* _Task_
Below are records; count the lines that contain "above" and state only that count.

* _Records supplied_
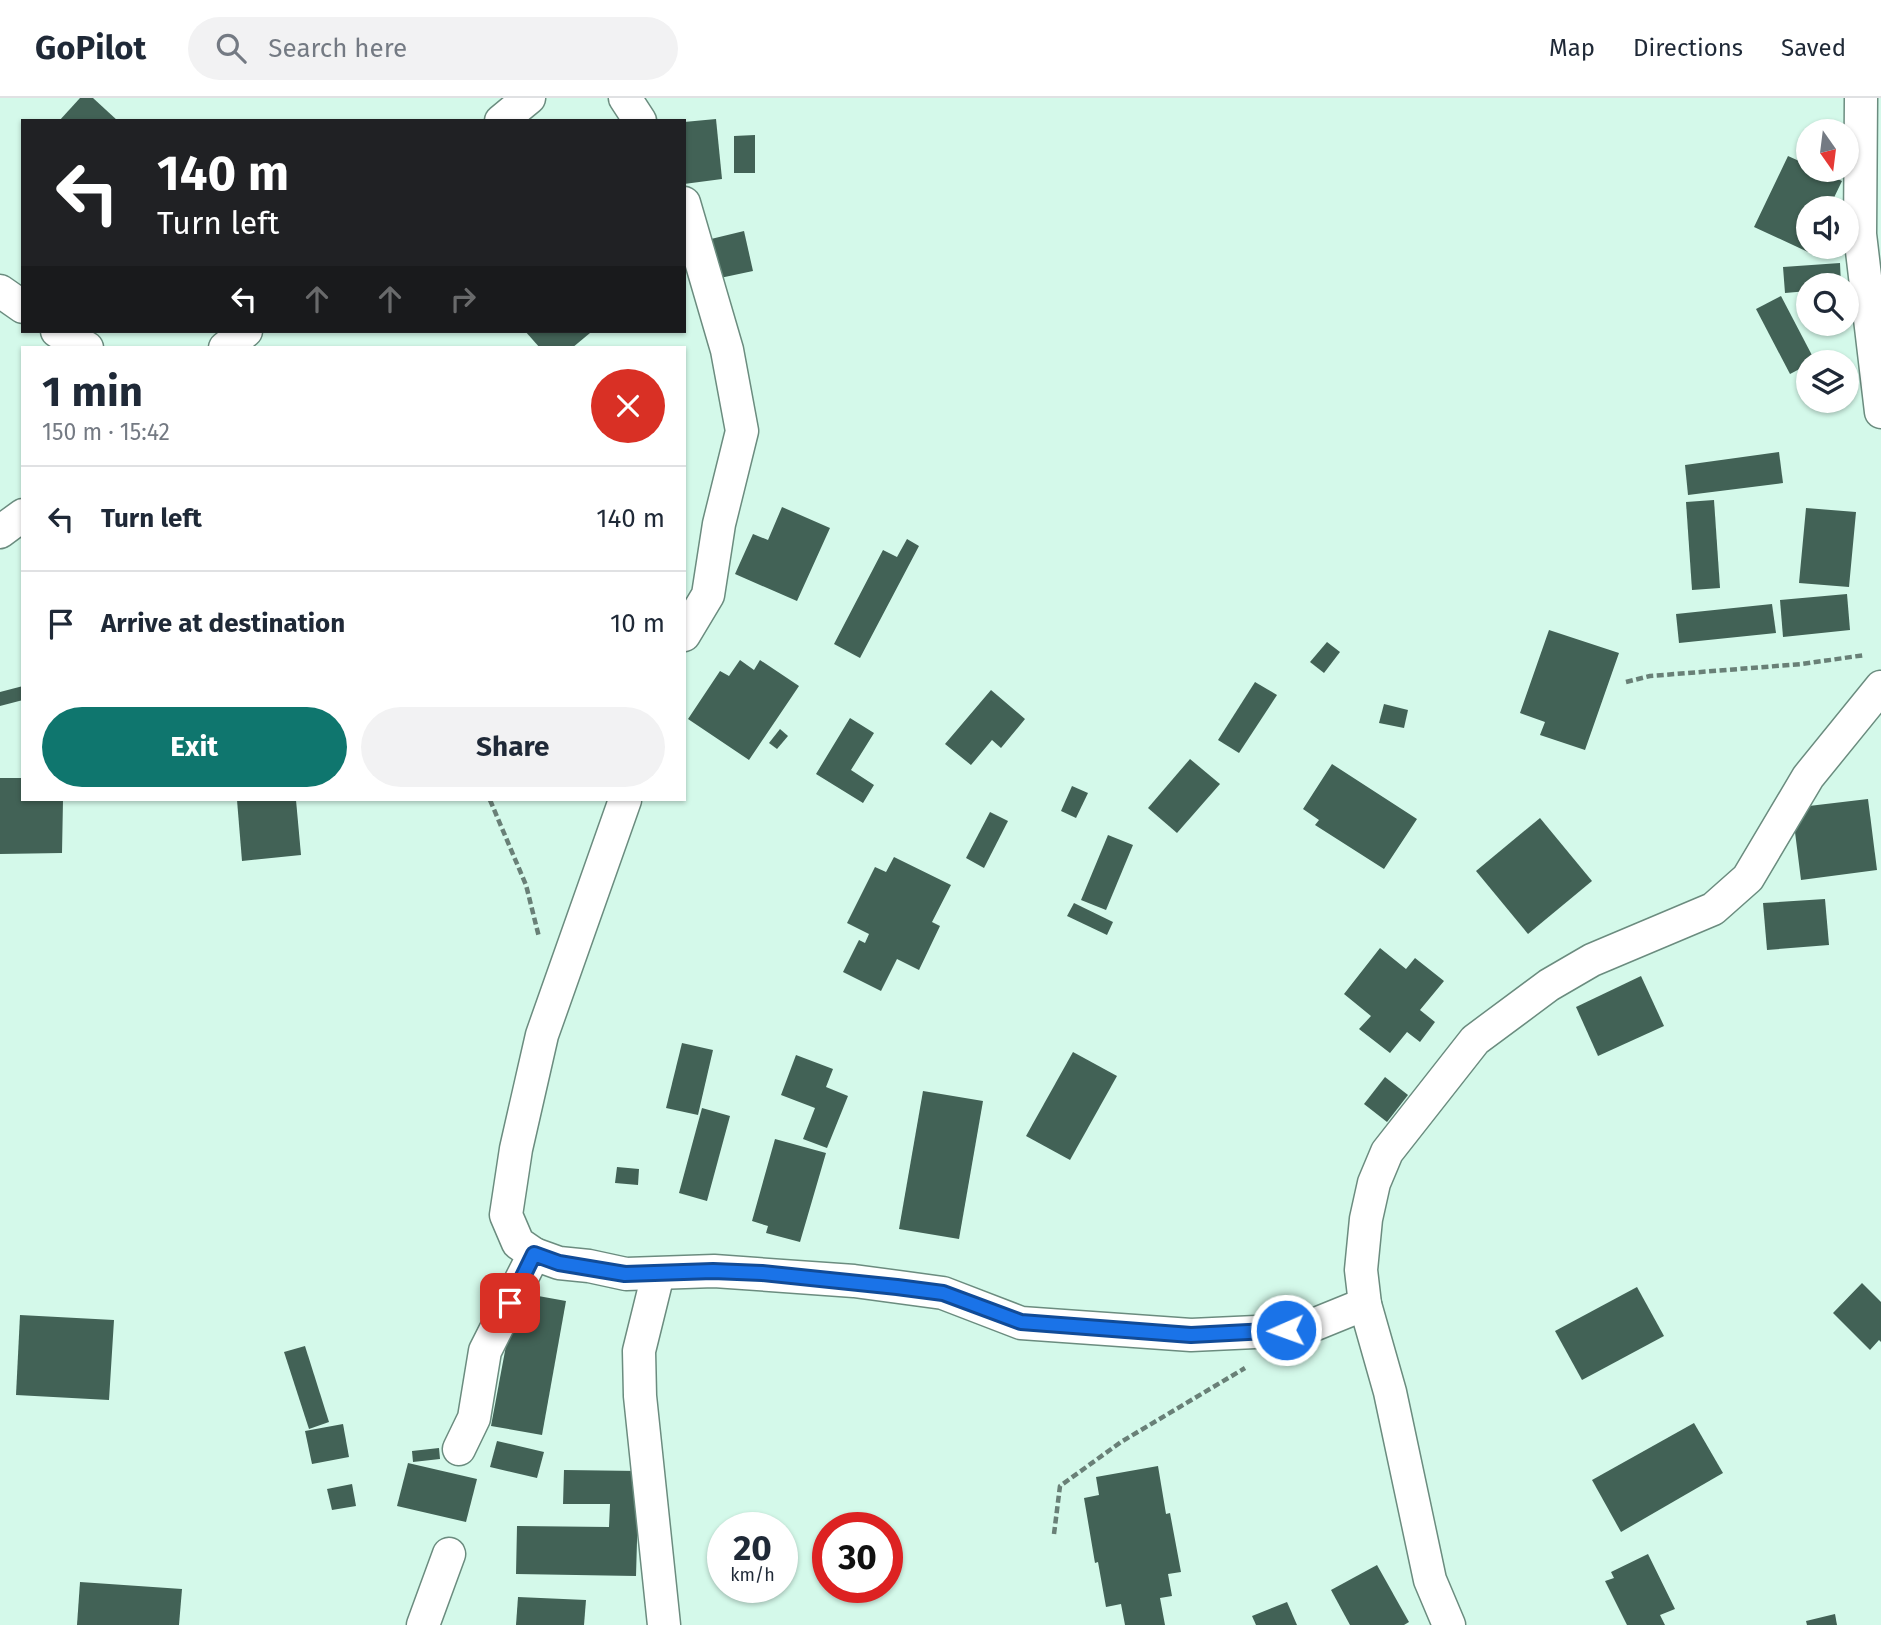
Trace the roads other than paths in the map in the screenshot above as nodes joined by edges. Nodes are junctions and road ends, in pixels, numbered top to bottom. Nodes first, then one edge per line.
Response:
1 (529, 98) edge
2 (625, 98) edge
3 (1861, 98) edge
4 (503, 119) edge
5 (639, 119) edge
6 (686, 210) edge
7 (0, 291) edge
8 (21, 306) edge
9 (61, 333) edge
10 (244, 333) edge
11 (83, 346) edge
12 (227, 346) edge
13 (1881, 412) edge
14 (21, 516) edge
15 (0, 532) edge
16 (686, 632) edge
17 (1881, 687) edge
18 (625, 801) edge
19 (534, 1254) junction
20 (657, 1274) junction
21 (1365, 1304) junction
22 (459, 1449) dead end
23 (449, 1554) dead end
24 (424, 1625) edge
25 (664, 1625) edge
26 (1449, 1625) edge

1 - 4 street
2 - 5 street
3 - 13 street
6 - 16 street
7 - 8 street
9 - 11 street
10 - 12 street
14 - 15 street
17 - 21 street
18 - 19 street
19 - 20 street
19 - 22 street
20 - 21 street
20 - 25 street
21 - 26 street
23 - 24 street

...

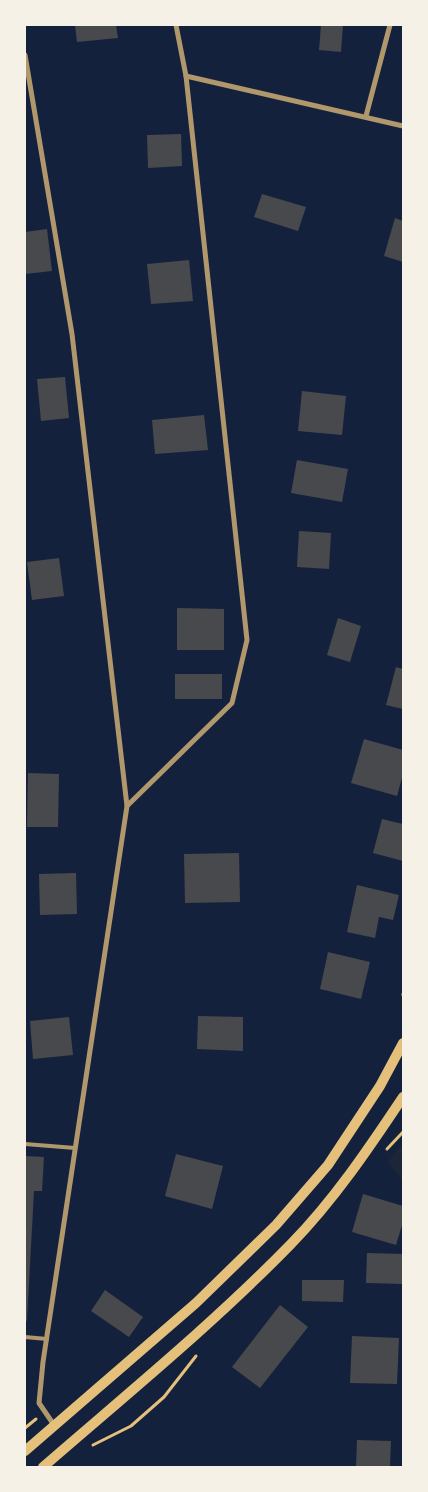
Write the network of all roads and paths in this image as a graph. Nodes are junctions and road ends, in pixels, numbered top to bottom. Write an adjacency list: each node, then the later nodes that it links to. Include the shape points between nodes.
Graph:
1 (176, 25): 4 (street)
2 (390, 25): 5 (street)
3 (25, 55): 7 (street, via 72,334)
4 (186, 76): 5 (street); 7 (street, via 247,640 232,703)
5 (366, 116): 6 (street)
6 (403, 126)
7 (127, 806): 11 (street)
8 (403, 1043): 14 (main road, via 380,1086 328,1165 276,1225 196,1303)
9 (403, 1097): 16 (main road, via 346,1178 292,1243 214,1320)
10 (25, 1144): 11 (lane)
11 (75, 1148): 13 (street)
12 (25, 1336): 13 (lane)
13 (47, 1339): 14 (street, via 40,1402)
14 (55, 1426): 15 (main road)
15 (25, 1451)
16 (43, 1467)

* * *

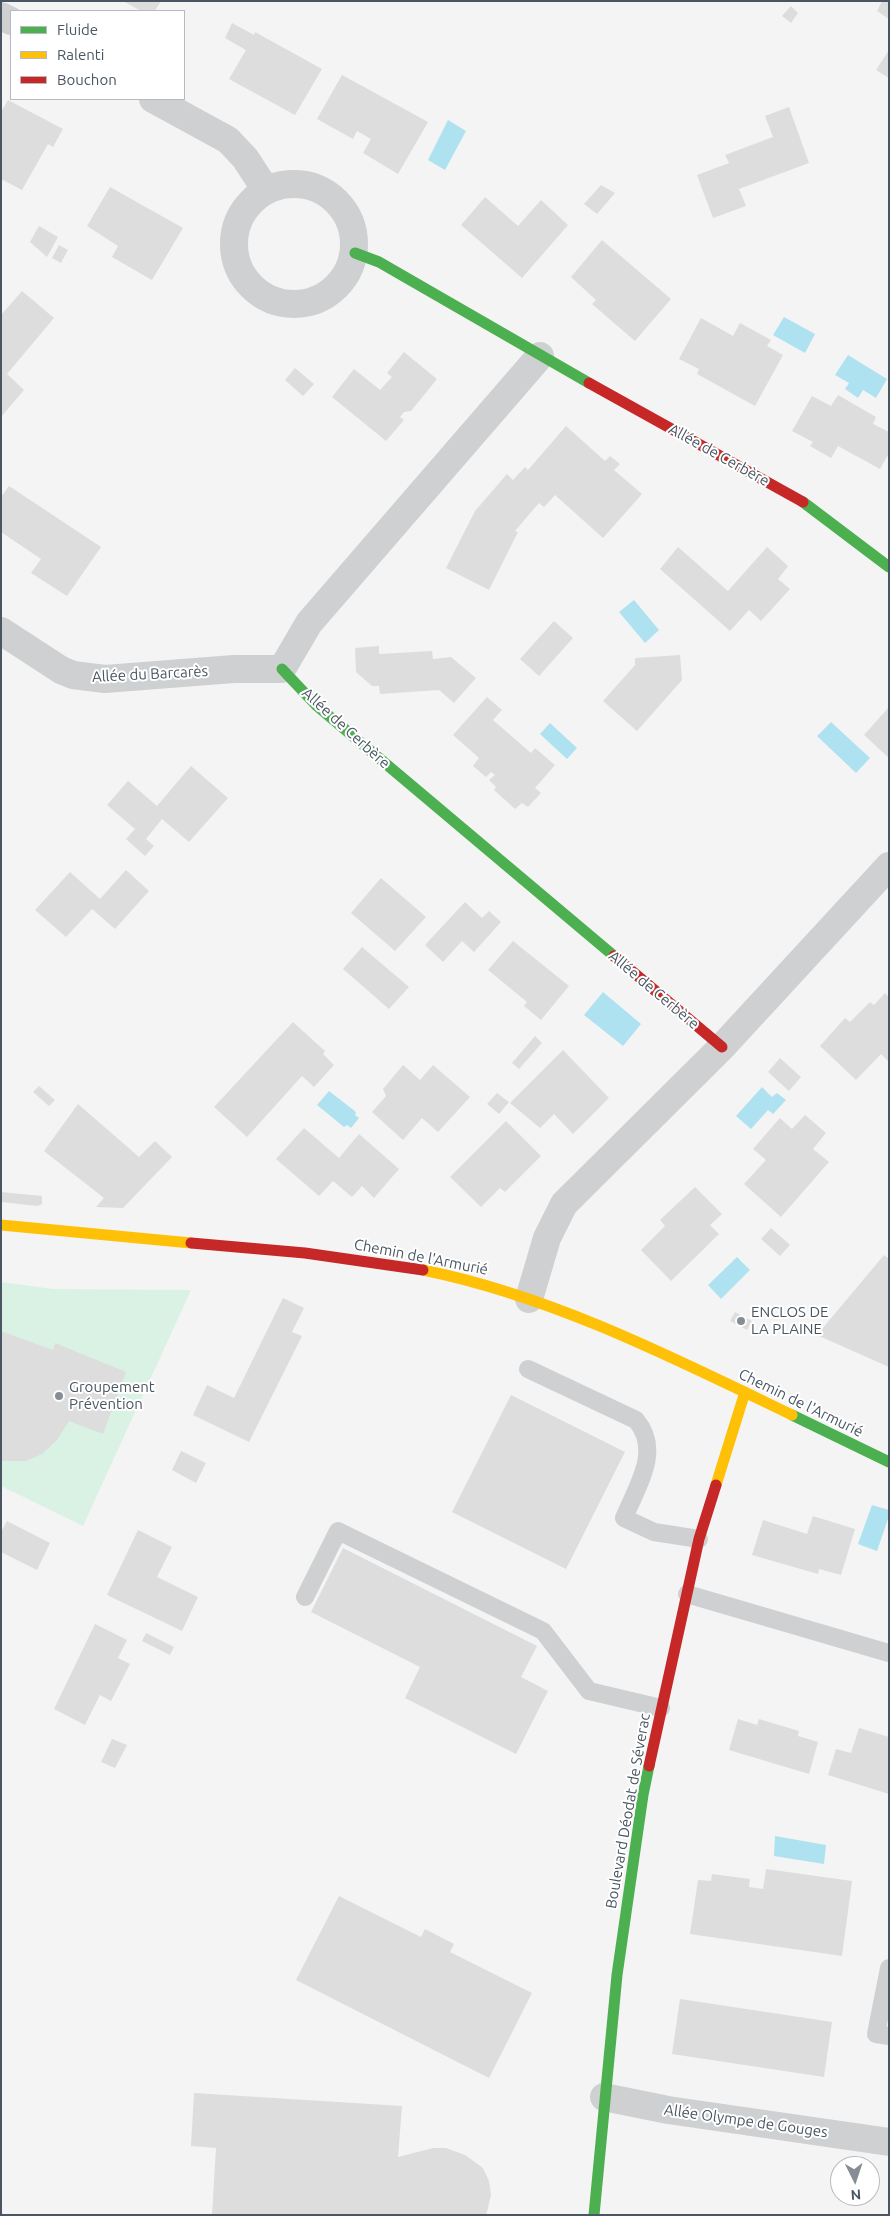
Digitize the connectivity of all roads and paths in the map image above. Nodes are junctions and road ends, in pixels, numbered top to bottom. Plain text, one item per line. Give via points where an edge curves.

* _Solution to this exercise_
2